• [Work instruction]: A picture-free, exact copy of all the records below is the goal.

Entries taken from a collection
■ ■ ■ ■

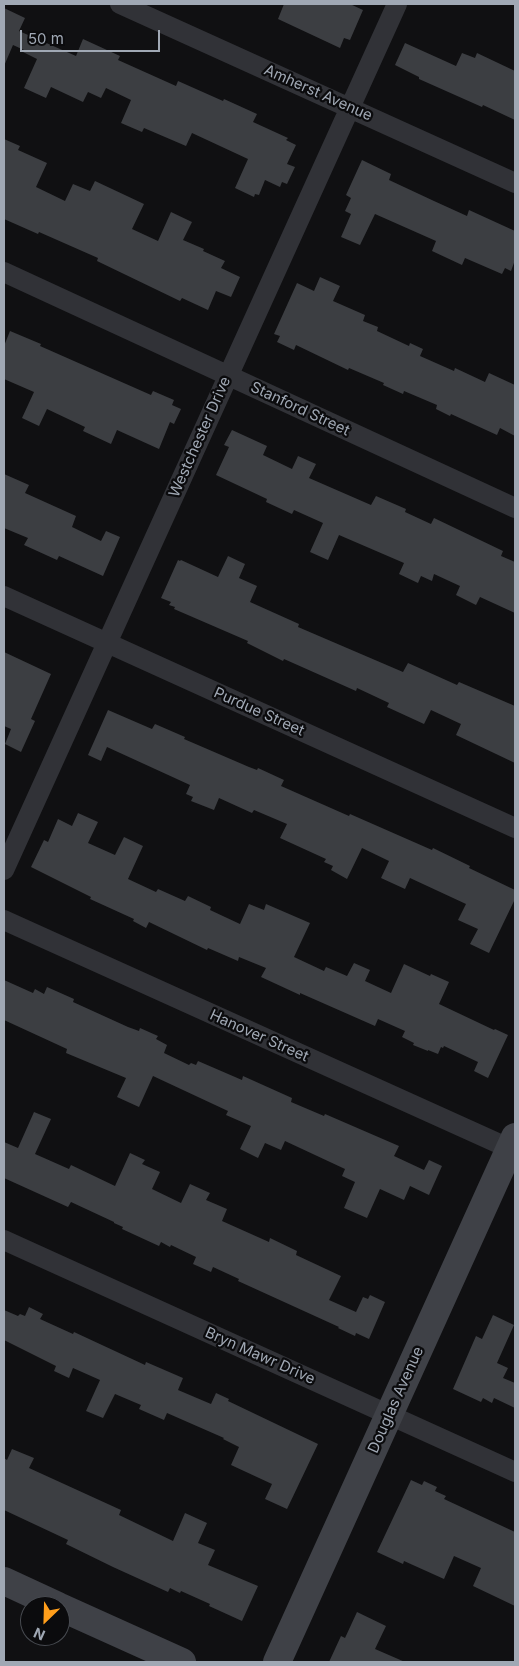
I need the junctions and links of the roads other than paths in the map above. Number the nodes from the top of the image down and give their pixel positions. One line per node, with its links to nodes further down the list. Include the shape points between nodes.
1 (120, 4): 3 (street, Amherst Avenue)
2 (397, 4): 3 (street, Westchester Drive)
3 (350, 108): 4 (street, Amherst Avenue); 6 (street, Westchester Drive)
4 (515, 183)
5 (4, 272): 6 (street, Stanford Street)
6 (228, 375): 7 (street, Stanford Street); 9 (street, Westchester Drive)
7 (515, 508)
8 (4, 596): 9 (street, Purdue Street)
9 (107, 643): 10 (street, Purdue Street); 11 (street, Westchester Drive)
10 (515, 828)
11 (4, 870)
12 (4, 920): 13 (street, Hanover Street)
13 (514, 1146): 15 (street, Douglas Avenue)
14 (4, 1240): 15 (street, Bryn Mawr Drive)
15 (389, 1415): 16 (street, Bryn Mawr Drive); 21 (street, Douglas Avenue)
16 (515, 1472)
17 (4, 1581): 18 (street)
18 (37, 1596)
19 (70, 1611): 20 (street)
20 (182, 1662)
21 (277, 1662)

■ ■ ■ ■

• [Exercise solution]:
I need the junctions and links of the roads other than paths in the map above. Number the nodes from the top of the image down and give their pixel positions. One line per node, with its links to nodes further down the list. Include the shape points between nodes.
1 (120, 4): 3 (street, Amherst Avenue)
2 (397, 4): 3 (street, Westchester Drive)
3 (350, 108): 4 (street, Amherst Avenue); 6 (street, Westchester Drive)
4 (515, 183)
5 (4, 272): 6 (street, Stanford Street)
6 (228, 375): 7 (street, Stanford Street); 9 (street, Westchester Drive)
7 (515, 508)
8 (4, 596): 9 (street, Purdue Street)
9 (107, 643): 10 (street, Purdue Street); 11 (street, Westchester Drive)
10 (515, 828)
11 (4, 870)
12 (4, 920): 13 (street, Hanover Street)
13 (514, 1146): 15 (street, Douglas Avenue)
14 (4, 1240): 15 (street, Bryn Mawr Drive)
15 (389, 1415): 16 (street, Bryn Mawr Drive); 21 (street, Douglas Avenue)
16 (515, 1472)
17 (4, 1581): 18 (street)
18 (37, 1596)
19 (70, 1611): 20 (street)
20 (182, 1662)
21 (277, 1662)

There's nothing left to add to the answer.